Melinda takes this opportunity to describe two of her teachers, Hairwoman and Mr. Neck. She doesn’t call them by their actual names, perhaps to reflect how little she respects them or perhaps because she is too wounded to allow herself to feel any kind of admiration for anyone. It’s easier to point out their shortcomings than to identify with them in any way.
In this section of First Marking Period, Melinda finally finds her locker and then heads for the cafeteria. She observes that you never bring a lunch the first day of high school, because you never know what the acceptable fashion will be. She doesn’t know how to order anything, so she just allows the “drones” to fill a tray with the day’s general menu and looks for a place to sit down. She sees those girls who used to be her friends, but they just look away. She is behind a basketball player who finds the rest of his team. One of his friends throws some mashed potatoes and gravy at him, but they hit Melinda instead. She thinks she will be forever known as the “girl who got nailed by mashed potatoes the first day.” The whole cafeteria explodes in laughter and Melinda dumps her tray and bolts for the door.

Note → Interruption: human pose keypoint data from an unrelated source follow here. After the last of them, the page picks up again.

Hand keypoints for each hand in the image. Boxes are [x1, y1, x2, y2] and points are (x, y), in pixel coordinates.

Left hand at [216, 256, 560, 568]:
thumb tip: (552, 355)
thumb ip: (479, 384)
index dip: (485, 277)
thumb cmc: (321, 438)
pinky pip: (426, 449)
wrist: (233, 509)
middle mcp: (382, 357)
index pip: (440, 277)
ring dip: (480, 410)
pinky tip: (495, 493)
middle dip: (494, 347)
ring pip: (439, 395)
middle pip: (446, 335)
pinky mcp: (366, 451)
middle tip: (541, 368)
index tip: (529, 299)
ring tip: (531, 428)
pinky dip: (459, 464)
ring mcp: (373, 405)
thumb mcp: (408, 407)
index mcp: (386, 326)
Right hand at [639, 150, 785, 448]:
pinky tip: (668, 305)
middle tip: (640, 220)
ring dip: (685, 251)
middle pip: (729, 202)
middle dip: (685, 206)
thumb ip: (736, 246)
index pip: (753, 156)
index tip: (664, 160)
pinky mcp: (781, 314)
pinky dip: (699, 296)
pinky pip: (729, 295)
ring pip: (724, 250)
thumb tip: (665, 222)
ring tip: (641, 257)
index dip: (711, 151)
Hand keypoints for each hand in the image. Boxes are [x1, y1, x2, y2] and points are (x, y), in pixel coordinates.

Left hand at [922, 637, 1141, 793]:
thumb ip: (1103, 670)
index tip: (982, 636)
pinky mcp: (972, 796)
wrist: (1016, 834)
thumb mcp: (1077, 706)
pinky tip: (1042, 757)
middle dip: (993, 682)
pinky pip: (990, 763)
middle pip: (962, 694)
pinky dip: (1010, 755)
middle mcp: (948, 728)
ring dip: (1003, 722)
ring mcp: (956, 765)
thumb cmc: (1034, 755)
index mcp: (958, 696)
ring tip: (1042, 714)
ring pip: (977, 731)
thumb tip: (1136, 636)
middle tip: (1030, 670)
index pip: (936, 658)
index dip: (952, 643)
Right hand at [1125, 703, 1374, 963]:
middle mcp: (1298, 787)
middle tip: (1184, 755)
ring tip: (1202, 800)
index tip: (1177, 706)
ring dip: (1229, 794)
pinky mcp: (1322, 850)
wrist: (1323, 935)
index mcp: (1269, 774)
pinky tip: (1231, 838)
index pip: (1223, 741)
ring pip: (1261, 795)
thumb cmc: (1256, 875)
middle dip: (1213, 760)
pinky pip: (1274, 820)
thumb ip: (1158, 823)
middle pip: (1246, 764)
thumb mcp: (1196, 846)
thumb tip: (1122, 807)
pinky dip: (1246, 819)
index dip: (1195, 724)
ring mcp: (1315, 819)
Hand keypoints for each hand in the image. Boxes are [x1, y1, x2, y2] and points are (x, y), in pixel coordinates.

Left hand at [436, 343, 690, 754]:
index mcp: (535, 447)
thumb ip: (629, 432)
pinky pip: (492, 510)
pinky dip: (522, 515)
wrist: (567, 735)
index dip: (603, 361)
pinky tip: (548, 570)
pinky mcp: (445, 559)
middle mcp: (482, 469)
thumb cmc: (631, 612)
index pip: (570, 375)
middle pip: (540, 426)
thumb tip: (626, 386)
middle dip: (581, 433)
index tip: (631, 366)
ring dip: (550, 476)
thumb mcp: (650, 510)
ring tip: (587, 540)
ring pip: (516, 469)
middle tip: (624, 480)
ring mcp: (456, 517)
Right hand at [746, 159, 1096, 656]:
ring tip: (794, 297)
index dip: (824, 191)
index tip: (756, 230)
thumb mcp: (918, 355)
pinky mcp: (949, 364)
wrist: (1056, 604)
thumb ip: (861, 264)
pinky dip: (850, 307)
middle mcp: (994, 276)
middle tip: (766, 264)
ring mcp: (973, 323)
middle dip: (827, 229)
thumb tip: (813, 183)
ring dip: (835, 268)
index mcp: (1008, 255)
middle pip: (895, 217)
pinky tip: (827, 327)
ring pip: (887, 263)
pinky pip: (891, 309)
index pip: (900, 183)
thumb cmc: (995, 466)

As she runs for the door, Melinda is stopped by Mr. Neck who has cafeteria duty. He refuses to allow her to leave and Melinda decides it’s easier to just stay silent, because nobody wants to hear what you have to say. He notes in his book that he thought she was trouble the first time he saw her. He has taught for 24 years and believes he can tell what’s going on in a kid’s head just by looking in his eyes. She earns another demerit.
The first day continues to be a nightmare for Melinda. She is forced into the “spotlight” when all she wants is to somehow get through the agony of being Outcast without attracting too much attention. The humiliation of being snubbed by her friends, being hit with mashed potatoes and gravy, and being given yet another demerit from Mr. Neck makes the “spotlight” unbearable. It is interesting to note, however, that in spite of the fact that she knows how her friends feel about her, she is still anxious, actually determined in some ways, to fit in.